Lack of funding, lack of advocacy for children

“The final judgment in the lawsuit known as ‘Katie A.’ resulted in some additional resources,” responded Lee Collins, Director of the County Department of Social Services and Child Welfare Services (CWS). CWS is not a provider of care. “We are a broker for care, referring children and advocating on their behalf,” Collins explained.

“Now some additional therapists have been added, some additional contracts have been let—primarily to Family Care Network, the organization that is our most trusted provider of services—and we expect to see a gradual, incremental increase in services. We fund a great deal of mental health services out of our own funding, because we decided that we could not let children languish without care until we’d won the battle on their behalf.”

“We funded the Kinship Center’s expansion into San Luis Obispo County, an organization that primarily serves relatives who are taking care of children. (Think grandmothers, taking care of grandchildren who have been removed from their parents, for example.)  We paid for it ourselves and have done so for many years now. We pay for a host of ‘wraparound’ services provided by the Family Care Network, including therapeutic services provided by their staff.
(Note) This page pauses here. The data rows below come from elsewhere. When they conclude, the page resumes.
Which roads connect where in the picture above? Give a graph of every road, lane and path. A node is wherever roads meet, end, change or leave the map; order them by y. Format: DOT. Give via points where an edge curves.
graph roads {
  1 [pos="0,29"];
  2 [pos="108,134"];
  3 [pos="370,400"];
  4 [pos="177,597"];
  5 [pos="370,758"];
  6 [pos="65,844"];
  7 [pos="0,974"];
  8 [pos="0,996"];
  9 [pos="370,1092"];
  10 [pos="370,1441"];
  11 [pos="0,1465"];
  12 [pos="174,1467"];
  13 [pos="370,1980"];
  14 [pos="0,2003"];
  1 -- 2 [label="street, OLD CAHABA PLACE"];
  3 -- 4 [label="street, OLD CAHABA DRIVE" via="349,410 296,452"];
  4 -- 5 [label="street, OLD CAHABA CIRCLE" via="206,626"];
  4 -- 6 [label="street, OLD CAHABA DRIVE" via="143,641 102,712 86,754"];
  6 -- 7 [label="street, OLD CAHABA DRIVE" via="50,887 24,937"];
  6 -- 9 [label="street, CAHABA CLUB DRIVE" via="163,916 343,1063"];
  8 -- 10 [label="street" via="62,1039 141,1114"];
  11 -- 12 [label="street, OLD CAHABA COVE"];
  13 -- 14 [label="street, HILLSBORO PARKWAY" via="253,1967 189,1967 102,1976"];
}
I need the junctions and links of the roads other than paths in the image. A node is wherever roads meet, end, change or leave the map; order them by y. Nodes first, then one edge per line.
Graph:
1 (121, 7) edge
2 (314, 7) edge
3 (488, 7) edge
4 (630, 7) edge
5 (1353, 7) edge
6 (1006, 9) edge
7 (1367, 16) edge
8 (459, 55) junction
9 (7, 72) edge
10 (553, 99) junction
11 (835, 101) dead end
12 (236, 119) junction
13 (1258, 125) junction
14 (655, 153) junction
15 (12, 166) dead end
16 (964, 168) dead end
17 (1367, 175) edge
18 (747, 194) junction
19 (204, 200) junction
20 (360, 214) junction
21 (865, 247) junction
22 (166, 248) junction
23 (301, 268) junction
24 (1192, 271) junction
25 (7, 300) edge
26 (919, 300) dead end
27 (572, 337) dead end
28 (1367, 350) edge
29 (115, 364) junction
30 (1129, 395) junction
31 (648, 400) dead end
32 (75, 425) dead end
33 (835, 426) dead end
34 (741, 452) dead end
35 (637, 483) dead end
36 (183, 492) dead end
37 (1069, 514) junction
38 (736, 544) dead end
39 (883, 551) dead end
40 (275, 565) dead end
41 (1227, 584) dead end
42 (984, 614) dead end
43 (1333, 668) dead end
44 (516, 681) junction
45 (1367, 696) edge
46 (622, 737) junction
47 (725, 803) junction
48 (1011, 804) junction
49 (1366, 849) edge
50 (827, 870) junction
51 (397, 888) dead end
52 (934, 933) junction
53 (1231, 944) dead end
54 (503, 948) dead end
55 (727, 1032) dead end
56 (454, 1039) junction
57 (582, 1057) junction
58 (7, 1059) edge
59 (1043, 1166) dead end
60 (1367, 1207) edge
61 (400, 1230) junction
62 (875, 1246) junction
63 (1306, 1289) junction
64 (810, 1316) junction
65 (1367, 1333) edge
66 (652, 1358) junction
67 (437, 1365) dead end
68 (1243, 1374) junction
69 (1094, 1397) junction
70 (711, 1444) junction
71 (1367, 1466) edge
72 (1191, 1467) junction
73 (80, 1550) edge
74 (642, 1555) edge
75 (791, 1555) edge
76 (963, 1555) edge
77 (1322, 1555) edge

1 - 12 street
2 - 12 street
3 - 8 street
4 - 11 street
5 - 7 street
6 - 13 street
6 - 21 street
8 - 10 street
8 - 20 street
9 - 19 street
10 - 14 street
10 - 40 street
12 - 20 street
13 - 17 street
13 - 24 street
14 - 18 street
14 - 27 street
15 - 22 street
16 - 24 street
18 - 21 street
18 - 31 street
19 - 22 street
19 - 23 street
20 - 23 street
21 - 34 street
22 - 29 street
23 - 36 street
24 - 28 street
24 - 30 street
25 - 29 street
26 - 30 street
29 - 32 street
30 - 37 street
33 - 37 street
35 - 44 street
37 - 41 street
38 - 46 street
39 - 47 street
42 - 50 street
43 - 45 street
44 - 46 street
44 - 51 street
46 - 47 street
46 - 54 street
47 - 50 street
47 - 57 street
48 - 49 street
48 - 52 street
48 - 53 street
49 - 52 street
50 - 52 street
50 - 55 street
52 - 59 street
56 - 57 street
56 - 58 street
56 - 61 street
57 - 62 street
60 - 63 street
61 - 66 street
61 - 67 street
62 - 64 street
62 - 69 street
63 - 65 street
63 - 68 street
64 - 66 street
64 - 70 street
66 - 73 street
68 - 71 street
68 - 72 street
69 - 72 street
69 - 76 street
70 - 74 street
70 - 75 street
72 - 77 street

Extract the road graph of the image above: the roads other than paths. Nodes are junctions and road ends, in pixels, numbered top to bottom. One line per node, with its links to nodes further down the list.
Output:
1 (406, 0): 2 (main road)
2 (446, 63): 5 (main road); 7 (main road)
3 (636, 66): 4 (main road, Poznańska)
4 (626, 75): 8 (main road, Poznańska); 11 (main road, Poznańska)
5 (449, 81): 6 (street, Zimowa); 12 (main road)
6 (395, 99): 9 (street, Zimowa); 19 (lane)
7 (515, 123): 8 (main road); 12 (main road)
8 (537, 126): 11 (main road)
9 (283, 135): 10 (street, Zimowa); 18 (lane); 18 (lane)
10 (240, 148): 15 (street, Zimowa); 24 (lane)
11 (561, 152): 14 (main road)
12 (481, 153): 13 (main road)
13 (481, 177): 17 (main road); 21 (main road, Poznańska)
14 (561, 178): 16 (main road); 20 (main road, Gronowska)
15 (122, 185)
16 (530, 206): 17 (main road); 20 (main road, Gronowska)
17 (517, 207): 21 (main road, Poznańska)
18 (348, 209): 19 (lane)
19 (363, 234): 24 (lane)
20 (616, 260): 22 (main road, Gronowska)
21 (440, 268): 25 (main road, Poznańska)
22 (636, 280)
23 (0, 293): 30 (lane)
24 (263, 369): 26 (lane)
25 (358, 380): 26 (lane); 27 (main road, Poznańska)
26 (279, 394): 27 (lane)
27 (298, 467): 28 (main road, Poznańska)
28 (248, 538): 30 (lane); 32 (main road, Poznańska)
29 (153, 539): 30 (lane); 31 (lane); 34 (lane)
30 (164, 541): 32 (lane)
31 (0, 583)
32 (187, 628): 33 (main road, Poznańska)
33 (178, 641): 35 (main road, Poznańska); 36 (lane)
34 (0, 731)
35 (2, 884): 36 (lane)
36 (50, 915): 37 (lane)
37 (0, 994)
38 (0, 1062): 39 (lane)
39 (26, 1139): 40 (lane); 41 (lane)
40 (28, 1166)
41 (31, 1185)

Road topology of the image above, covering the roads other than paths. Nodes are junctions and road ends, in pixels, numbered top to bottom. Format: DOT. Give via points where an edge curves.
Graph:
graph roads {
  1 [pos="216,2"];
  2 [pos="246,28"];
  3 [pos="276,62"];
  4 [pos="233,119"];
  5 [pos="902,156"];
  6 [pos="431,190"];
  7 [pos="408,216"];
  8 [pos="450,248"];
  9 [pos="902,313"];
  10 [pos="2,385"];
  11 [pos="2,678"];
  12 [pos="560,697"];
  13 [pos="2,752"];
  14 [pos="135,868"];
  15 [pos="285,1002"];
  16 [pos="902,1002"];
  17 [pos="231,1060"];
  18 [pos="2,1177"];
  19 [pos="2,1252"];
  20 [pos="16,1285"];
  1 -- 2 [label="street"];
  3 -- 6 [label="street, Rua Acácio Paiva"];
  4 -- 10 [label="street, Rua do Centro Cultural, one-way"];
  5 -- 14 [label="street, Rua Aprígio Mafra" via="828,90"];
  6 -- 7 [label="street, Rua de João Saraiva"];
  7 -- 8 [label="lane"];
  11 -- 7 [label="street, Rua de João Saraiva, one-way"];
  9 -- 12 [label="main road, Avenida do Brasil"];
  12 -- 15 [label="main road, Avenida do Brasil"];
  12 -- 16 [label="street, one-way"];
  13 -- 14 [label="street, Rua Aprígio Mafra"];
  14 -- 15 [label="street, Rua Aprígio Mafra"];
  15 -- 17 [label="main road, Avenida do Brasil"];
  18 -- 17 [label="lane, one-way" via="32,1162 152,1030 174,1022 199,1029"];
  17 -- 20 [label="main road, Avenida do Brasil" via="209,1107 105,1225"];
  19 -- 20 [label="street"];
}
“Still,” Collins added, “the available resources are woefully inadequate. There is a lack of funding—State, Federal and Local—but there also is a lack of advocacy on behalf of these children. They are seen as just one more ‘constituent’ group in need, among many. We see it differently, of course, because we see the pain endured by these children and by their family members.”

Most significantly, more people are eligible and more services will be offered under the Affordable Care Act, including mental health.

“We believe that the Affordable Care Act will be instrumental in expanding access to Mental Health services. (See separate article.)

Collins sees the need to establish an “intensive residential treatment center for children. Not a group home, and certainly not the PHF, but we do need a place where children can be hospitalized and treated in a safe environment.” Combining with Santa Barbara or another county on a regional facility might make it more economically viable.

“And we have to find a way to serve children who are not in CWS or Probation, rather than trying to convince those parents—as has been reported repeatedly—that they should ‘give up’ their children to the CWS system as the only means of getting care…”

He believes the mental health services gap will narrow when the width and breadth of the community comes to the full realization that the problem must become a priority, and a solution is possible.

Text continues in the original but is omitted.